#' CATE
#'
#' This function estimates heterogeneous treatment effects (HTEs) defined as E(Y^1 - Y^0 | V = v0).
#' @param data A data frame containing the dataset.
#' @param learner A character string specifying which learner to use (e.g., "dr").
#' @param x_names A character vector specifying the names of the confouding variables.
#' @param y_name A character string specifying the outcome variable.
#' @param a_name A character string specifying the treatment variable.
#' @param v_names A character vector specifying the names of the effect modifiers.
#' @param v0 A matrix of evaluation points, i.e., values of V for which the CATE is estimated (E(Y^1 - Y^0 | V = v0)).
#' @param mu1.x A function taking arguments (y, a, x, new.x). It trains a model estimating
#' E(Y | A = 1, X) and returns a list of 3 elements: res, model and fit. \emph{res} is a vector of predictions of the model evaluated at
#' new.x, \emph{model} is the model object used to estimate E(Y | A = 1, X) and \emph{fit} is a function with argument new.x that
#' returns the predictions of the model. See examples.

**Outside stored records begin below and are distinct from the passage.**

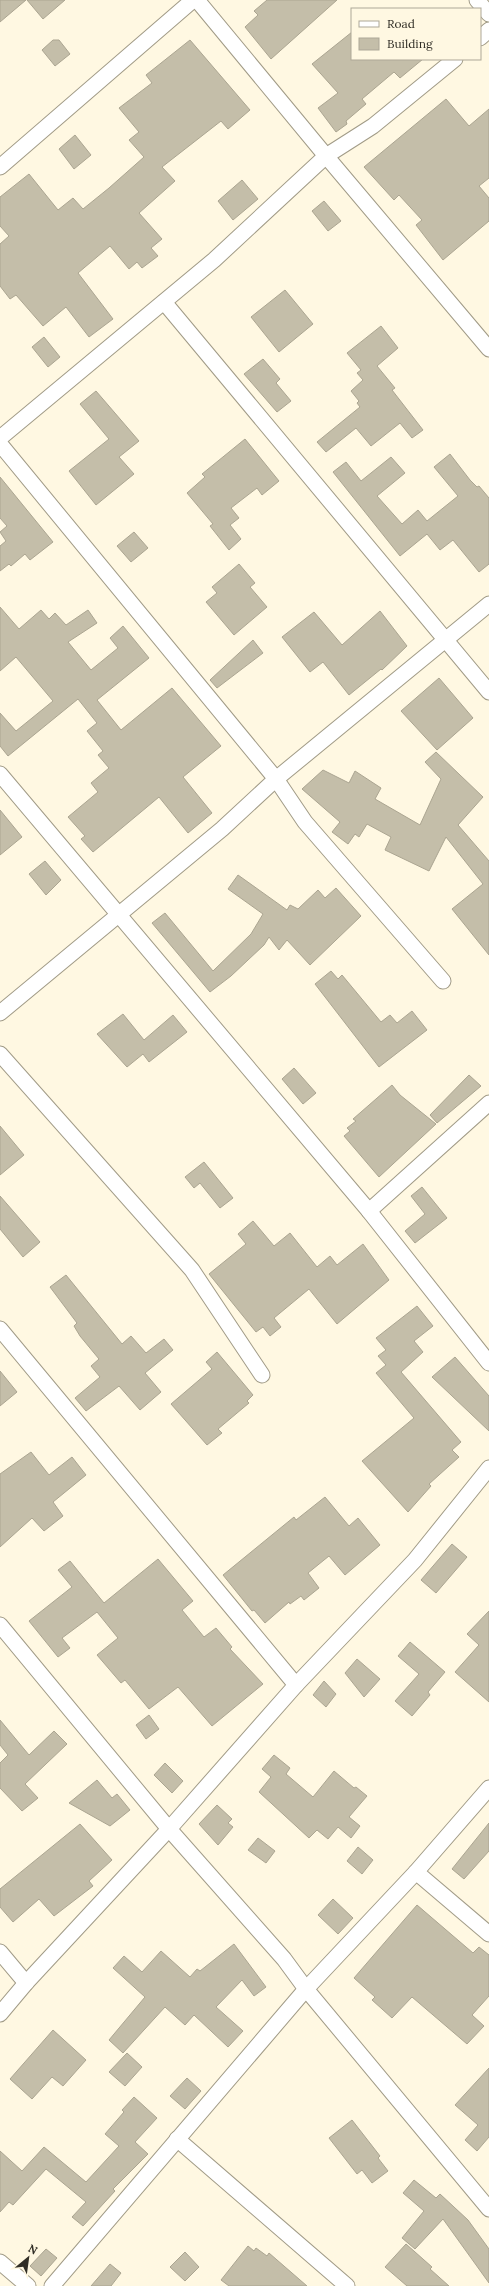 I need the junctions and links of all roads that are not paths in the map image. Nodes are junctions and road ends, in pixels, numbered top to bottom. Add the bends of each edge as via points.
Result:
1 (193, 0) edge
2 (197, 0) edge
3 (477, 0) edge
4 (489, 14) edge
5 (489, 30) edge
6 (481, 37) edge
7 (454, 60) edge
8 (326, 156) junction
9 (0, 167) edge
10 (164, 302) junction
11 (489, 349) edge
12 (0, 438) edge
13 (0, 444) edge
14 (489, 604) edge
15 (445, 641) junction
16 (489, 692) edge
17 (0, 774) edge
18 (276, 779) junction
19 (120, 916) junction
20 (443, 981) dead end
21 (0, 1013) edge
22 (0, 1054) edge
23 (489, 1103) edge
24 (369, 1211) junction
25 (0, 1329) edge
26 (489, 1363) edge
27 (262, 1375) dead end
28 (489, 1468) edge
29 (0, 1625) edge
30 (296, 1685) junction
31 (489, 1788) edge
32 (169, 1829) junction
33 (416, 1872) junction
34 (489, 1934) edge
35 (0, 1952) edge
36 (26, 1983) junction
37 (306, 1989) junction
38 (0, 2014) edge
39 (177, 2139) junction
40 (489, 2209) edge
41 (0, 2262) edge
42 (28, 2286) edge
43 (52, 2286) edge
44 (347, 2286) edge

1 - 9 street
2 - 8 street
3 - 4 street
5 - 6 street
7 - 8 street via 373,126
8 - 10 street via 214,260
8 - 11 street
10 - 12 street
10 - 15 street
13 - 18 street
14 - 15 street
15 - 16 street
15 - 18 street
17 - 19 street
18 - 19 street
18 - 20 street via 305,822
19 - 21 street
19 - 24 street
22 - 27 street via 192,1270
23 - 24 street
24 - 26 street
25 - 30 street
28 - 30 street via 415,1560
29 - 32 street
30 - 32 street
31 - 33 street
32 - 36 street
32 - 37 street via 284,1959
33 - 34 street
33 - 37 street
35 - 36 street
36 - 38 street
37 - 39 street
37 - 40 street
39 - 43 street
39 - 44 street
41 - 42 street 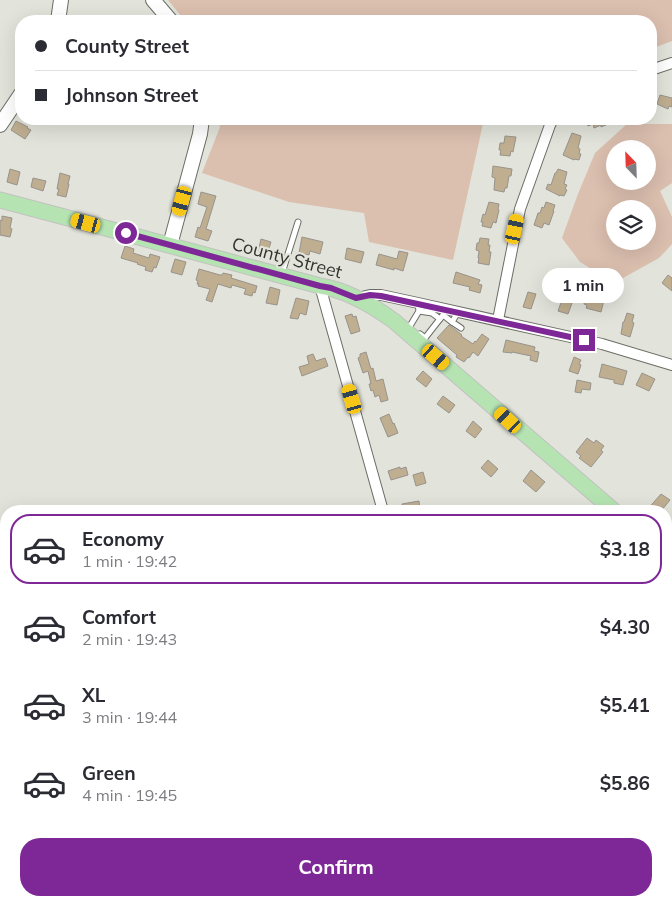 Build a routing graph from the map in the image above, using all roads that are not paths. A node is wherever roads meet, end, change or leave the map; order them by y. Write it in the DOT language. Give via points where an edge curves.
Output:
graph roads {
  1 [pos="61,0"];
  2 [pos="153,0"];
  3 [pos="59,15"];
  4 [pos="166,15"];
  5 [pos="672,63"];
  6 [pos="657,68"];
  7 [pos="15,103"];
  8 [pos="0,124"];
  9 [pos="201,125"];
  10 [pos="550,125"];
  11 [pos="0,200"];
  12 [pos="298,222"];
  13 [pos="170,245"];
  14 [pos="281,276"];
  15 [pos="320,286"];
  16 [pos="356,298"];
  17 [pos="419,307"];
  18 [pos="459,312"];
  19 [pos="440,319"];
  20 [pos="498,320"];
  21 [pos="452,322"];
  22 [pos="460,328"];
  23 [pos="408,329"];
  24 [pos="672,365"];
  25 [pos="381,505"];
  26 [pos="607,505"];
  1 -- 3 [label="street"];
  2 -- 4 [label="street"];
  5 -- 6 [label="street"];
  7 -- 8 [label="street"];
  9 -- 13 [label="street"];
  10 -- 20 [label="street" via="520,209"];
  11 -- 13 [label="main road, County Street"];
  12 -- 14 [label="lane"];
  13 -- 14 [label="main road, County Street"];
  14 -- 15 [label="main road, County Street"];
  15 -- 16 [label="main road, County Street"];
  15 -- 25 [label="street"];
  16 -- 17 [label="street" via="381,296"];
  16 -- 23 [label="main road, County Street"];
  17 -- 18 [label="street"];
  17 -- 19 [label="lane"];
  17 -- 23 [label="lane"];
  18 -- 20 [label="street"];
  18 -- 21 [label="lane"];
  19 -- 21 [label="lane" via="442,315"];
  19 -- 23 [label="lane" via="424,338"];
  20 -- 24 [label="street" via="602,344"];
  21 -- 22 [label="lane"];
  23 -- 26 [label="main road, County Street"];
} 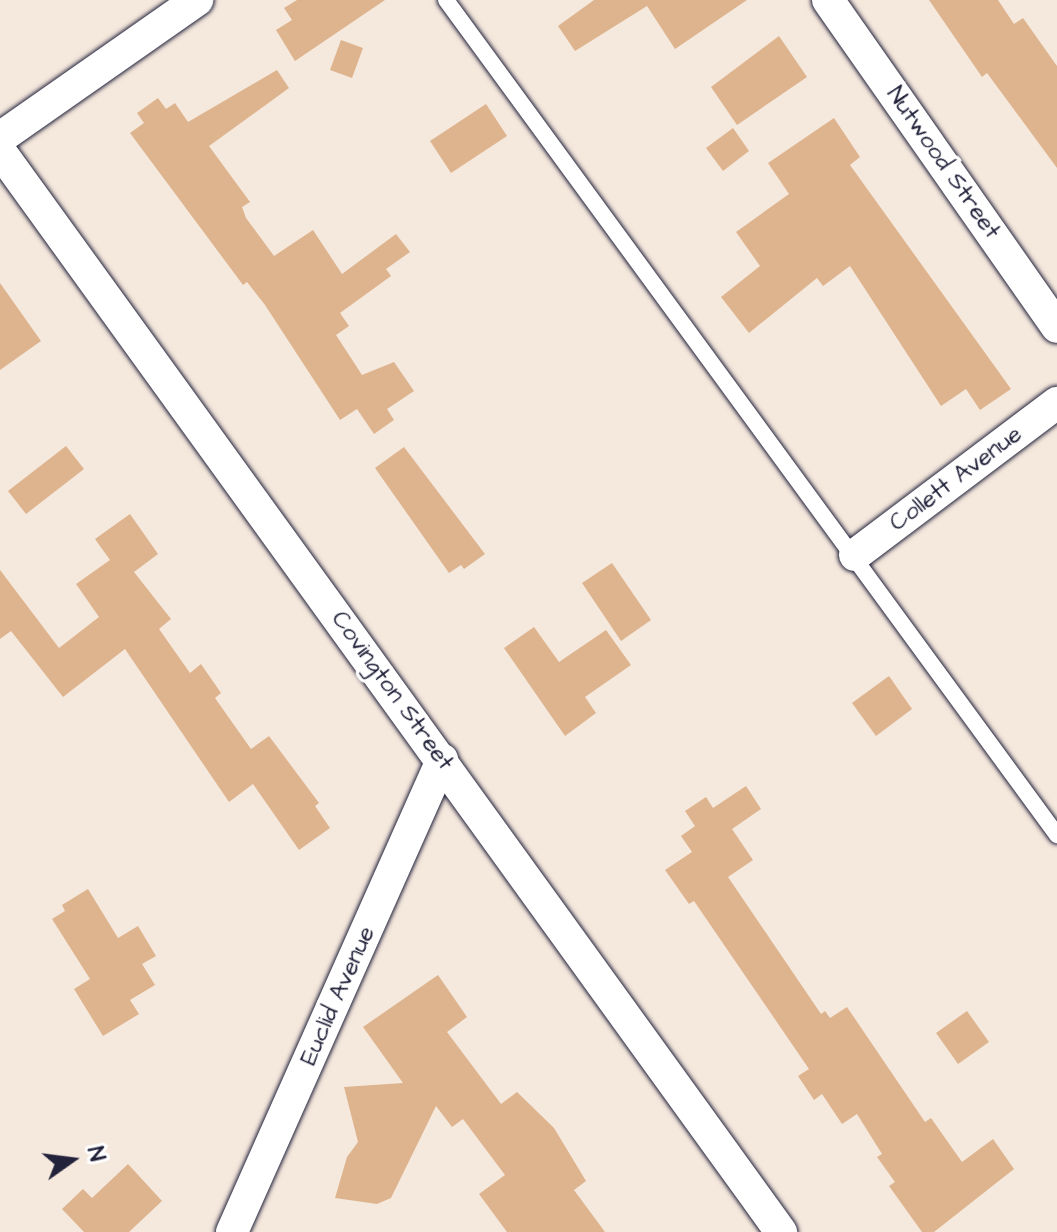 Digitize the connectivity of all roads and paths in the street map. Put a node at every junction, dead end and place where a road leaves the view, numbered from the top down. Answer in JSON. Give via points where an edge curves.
{"nodes":[{"id":1,"x":197,"y":0,"type":"edge"},
{"id":2,"x":446,"y":0,"type":"edge"},
{"id":3,"x":828,"y":0,"type":"edge"},
{"id":4,"x":0,"y":138,"type":"edge"},
{"id":5,"x":0,"y":151,"type":"edge"},
{"id":6,"x":1057,"y":327,"type":"edge"},
{"id":7,"x":1057,"y":403,"type":"edge"},
{"id":8,"x":855,"y":555,"type":"junction"},
{"id":9,"x":442,"y":760,"type":"junction"},
{"id":10,"x":1057,"y":835,"type":"edge"},
{"id":11,"x":232,"y":1232,"type":"edge"},
{"id":12,"x":781,"y":1232,"type":"edge"}],
"edges":[{"from":1,"to":4,"type":"street"},
{"from":2,"to":8,"type":"lane"},
{"from":3,"to":6,"type":"street","name":"Nutwood Street"},
{"from":5,"to":9,"type":"street","name":"Covington Street"},
{"from":7,"to":8,"type":"street","name":"Collett Avenue"},
{"from":8,"to":10,"type":"lane"},
{"from":9,"to":11,"type":"street","name":"Euclid Avenue"},
{"from":9,"to":12,"type":"street","name":"Covington Street"}]} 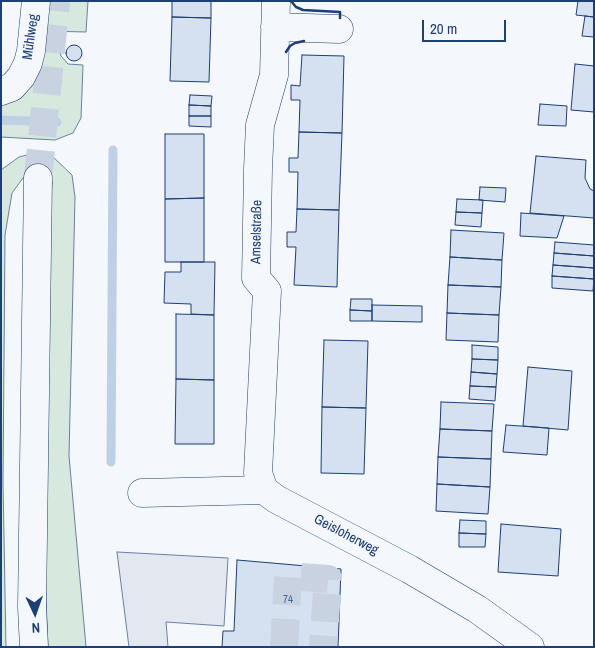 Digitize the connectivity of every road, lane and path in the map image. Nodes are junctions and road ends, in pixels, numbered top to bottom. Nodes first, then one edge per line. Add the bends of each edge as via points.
1 (36, 1) edge
2 (276, 14) edge
3 (340, 29) dead end
4 (1, 91) edge
5 (38, 178) tunnel mouth
6 (264, 490) junction
7 (142, 493) dead end
8 (34, 647) edge
9 (530, 647) edge

1 - 4 street, Mühlweg via 28,63 12,87
2 - 3 street
2 - 6 street, Amselstraße via 274,75 260,125 258,169 256,278 266,291 258,474
5 - 8 street
6 - 7 street
6 - 9 street, Geisloherweg via 477,609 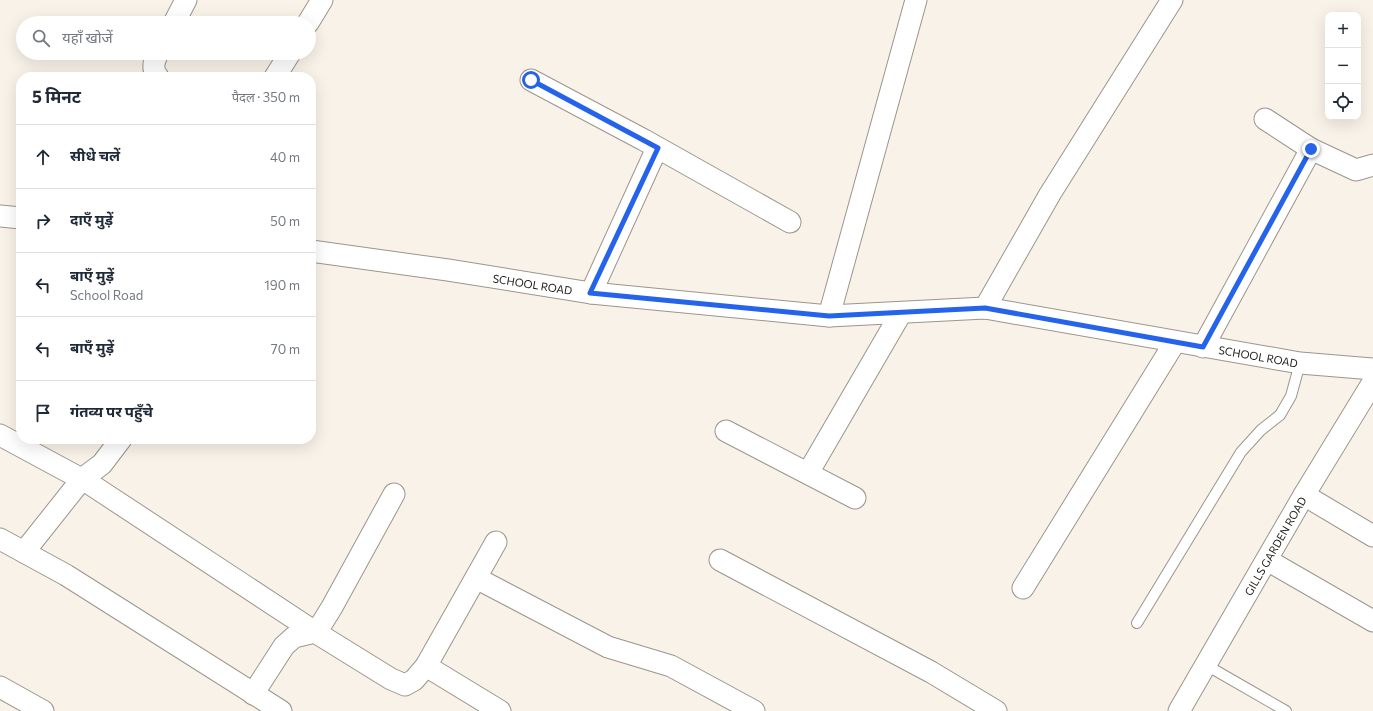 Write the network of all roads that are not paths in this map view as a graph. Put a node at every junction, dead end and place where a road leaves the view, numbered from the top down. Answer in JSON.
{"nodes":[{"id":1,"x":186,"y":0,"type":"edge"},
{"id":2,"x":322,"y":0,"type":"edge"},
{"id":3,"x":916,"y":0,"type":"edge"},
{"id":4,"x":1172,"y":0,"type":"edge"},
{"id":5,"x":178,"y":16,"type":"edge"},
{"id":6,"x":312,"y":16,"type":"edge"},
{"id":7,"x":154,"y":60,"type":"edge"},
{"id":8,"x":286,"y":60,"type":"edge"},
{"id":9,"x":154,"y":72,"type":"edge"},
{"id":10,"x":278,"y":72,"type":"edge"},
{"id":11,"x":531,"y":80,"type":"dead end"},
{"id":12,"x":1265,"y":119,"type":"dead end"},
{"id":13,"x":658,"y":148,"type":"junction"},
{"id":14,"x":1311,"y":149,"type":"junction"},
{"id":15,"x":1373,"y":165,"type":"edge"},
{"id":16,"x":0,"y":216,"type":"edge"},
{"id":17,"x":16,"y":218,"type":"edge"},
{"id":18,"x":790,"y":222,"type":"dead end"},
{"id":19,"x":316,"y":252,"type":"edge"},
{"id":20,"x":590,"y":293,"type":"junction"},
{"id":21,"x":985,"y":308,"type":"junction"},
{"id":22,"x":901,"y":313,"type":"junction"},
{"id":23,"x":829,"y":316,"type":"junction"},
{"id":24,"x":1175,"y":342,"type":"junction"},
{"id":25,"x":1203,"y":347,"type":"junction"},
{"id":26,"x":1300,"y":363,"type":"junction"},
{"id":27,"x":1373,"y":369,"type":"edge"},
{"id":28,"x":1373,"y":382,"type":"edge"},
{"id":29,"x":726,"y":431,"type":"dead end"},
{"id":30,"x":0,"y":435,"type":"edge"},
{"id":31,"x":16,"y":444,"type":"edge"},
{"id":32,"x":17,"y":444,"type":"edge"},
{"id":33,"x":117,"y":444,"type":"edge"},
{"id":34,"x":808,"y":474,"type":"junction"},
{"id":35,"x":82,"y":479,"type":"junction"},
{"id":36,"x":394,"y":494,"type":"dead end"},
{"id":37,"x":1304,"y":495,"type":"junction"},
{"id":38,"x":855,"y":498,"type":"dead end"},
{"id":39,"x":1373,"y":536,"type":"edge"},
{"id":40,"x":0,"y":539,"type":"edge"},
{"id":41,"x":496,"y":542,"type":"dead end"},
{"id":42,"x":24,"y":552,"type":"junction"},
{"id":43,"x":720,"y":560,"type":"dead end"},
{"id":44,"x":1267,"y":560,"type":"junction"},
{"id":45,"x":476,"y":578,"type":"junction"},
{"id":46,"x":1023,"y":588,"type":"dead end"},
{"id":47,"x":1373,"y":621,"type":"edge"},
{"id":48,"x":1137,"y":623,"type":"dead end"},
{"id":49,"x":315,"y":632,"type":"junction"},
{"id":50,"x":1206,"y":665,"type":"junction"},
{"id":51,"x":426,"y":666,"type":"junction"},
{"id":52,"x":0,"y":687,"type":"edge"},
{"id":53,"x":253,"y":694,"type":"junction"},
{"id":54,"x":43,"y":711,"type":"edge"},
{"id":55,"x":281,"y":711,"type":"edge"},
{"id":56,"x":500,"y":711,"type":"edge"},
{"id":57,"x":754,"y":711,"type":"edge"},
{"id":58,"x":996,"y":711,"type":"edge"},
{"id":59,"x":1179,"y":711,"type":"edge"},
{"id":60,"x":1286,"y":711,"type":"edge"}],
"edges":[{"from":1,"to":5,"type":"street"},
{"from":2,"to":6,"type":"street"},
{"from":3,"to":23,"type":"street"},
{"from":4,"to":21,"type":"street"},
{"from":7,"to":9,"type":"street"},
{"from":8,"to":10,"type":"street"},
{"from":11,"to":13,"type":"street"},
{"from":12,"to":14,"type":"street"},
{"from":13,"to":18,"type":"street"},
{"from":13,"to":20,"type":"street"},
{"from":14,"to":15,"type":"street"},
{"from":14,"to":25,"type":"street"},
{"from":16,"to":17,"type":"street"},
{"from":19,"to":20,"type":"street","name":"SCHOOL ROAD"},
{"from":20,"to":23,"type":"street","name":"SCHOOL ROAD"},
{"from":21,"to":22,"type":"street","name":"SCHOOL ROAD"},
{"from":21,"to":24,"type":"street","name":"SCHOOL ROAD"},
{"from":22,"to":23,"type":"street","name":"SCHOOL ROAD"},
{"from":22,"to":34,"type":"street"},
{"from":24,"to":25,"type":"street","name":"SCHOOL ROAD"},
{"from":24,"to":46,"type":"street"},
{"from":25,"to":26,"type":"street","name":"SCHOOL ROAD"},
{"from":26,"to":27,"type":"street","name":"SCHOOL ROAD"},
{"from":26,"to":48,"type":"lane"},
{"from":28,"to":37,"type":"street","name":"GILLS GARDEN ROAD"},
{"from":29,"to":34,"type":"street"},
{"from":30,"to":31,"type":"street"},
{"from":32,"to":35,"type":"street"},
{"from":33,"to":35,"type":"street"},
{"from":34,"to":38,"type":"street"},
{"from":35,"to":42,"type":"street"},
{"from":35,"to":49,"type":"street"},
{"from":36,"to":49,"type":"street"},
{"from":37,"to":39,"type":"street"},
{"from":37,"to":44,"type":"street","name":"GILLS GARDEN ROAD"},
{"from":40,"to":42,"type":"street"},
{"from":41,"to":45,"type":"street"},
{"from":42,"to":53,"type":"street"},
{"from":43,"to":58,"type":"street"},
{"from":44,"to":47,"type":"street"},
{"from":44,"to":50,"type":"street","name":"GILLS GARDEN ROAD"},
{"from":45,"to":51,"type":"street"},
{"from":45,"to":57,"type":"street"},
{"from":49,"to":51,"type":"street"},
{"from":49,"to":53,"type":"street"},
{"from":50,"to":59,"type":"street","name":"GILLS GARDEN ROAD"},
{"from":50,"to":60,"type":"lane"},
{"from":51,"to":56,"type":"street"},
{"from":52,"to":54,"type":"street"},
{"from":53,"to":55,"type":"street"}]}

#' @param mu0.x A function taking arguments (y, a, x, new.x). It trains a model estimating
#' E(Y | A = 0, X) and returns a list of 3 elements: res, model and fit. \emph{res} is a vector of predictions of the model evaluated at
#' new.x, \emph{model} is the model object used to estimate E(Y | A = 0, X) and \emph{fit} is a function with argument new.x that
#' returns the predictions of the model. See examples.
#' @param pi.x A function taking arguments (a, x, new.x). It trains a model estimating
#' P(A = 1 | X) and returns a list of 3 elements: res, model and fit. \emph{res} is a vector of predictions of the model evaluated at
#' new.x, \emph{model} is the model object used to estimate P(A = 1 | X) and \emph{fit} is a function with argument new.x that
#' returns the predictions of the model. See examples.
#' @param drl.v A function taking arguments (pseudo, v, new.v). It trains a model estimating E(Y^1 - Y^0 | V) by
#' regressing a pseudo-outcome \emph{pseudo} onto v and returns a list of 3 elements: res, model and fit.
#' \emph{res} is a vector of predictions of the model evaluated at new.v,
#' \emph{model} is the model object used to estimate E(Y^1 - Y^0 | V) (after possibly model selection)
#' and \emph{fit} is a function with argument new.v that returns the predictions of the model. See examples.
#' #' @param drl.x A function taking arguments (pseudo, x, new.x). It trains a model estimating E(Y^1 - Y^0 | X) by
#' regressing a pseudo-outcome \emph{pseudo} onto x and returns a list of 3 elements: res, model and fit.
#' \emph{res} is a vector of predictions of the model evaluated at new.x,
#' \emph{model} is the model object used to estimate E(Y^1 - Y^0 | X) (after possibly model selection)
#' and \emph{fit} is a function with argument new.v that returns the predictions of the model. See examples.
#' @param nsplits An integer indicating the number of splits used for cross-validation. Ignored if foldid is specified.
#' @param foldid An optional vector specifying fold assignments for cross-validation.
#' @param univariate_reg A logical indicating whether to perform univariate regression for estimating the CATE
#' as a function of each effect modifier separately (default: FALSE).
#' @param partial_dependence A logical indicating whether to compute partial dependence plots (default: FALSE).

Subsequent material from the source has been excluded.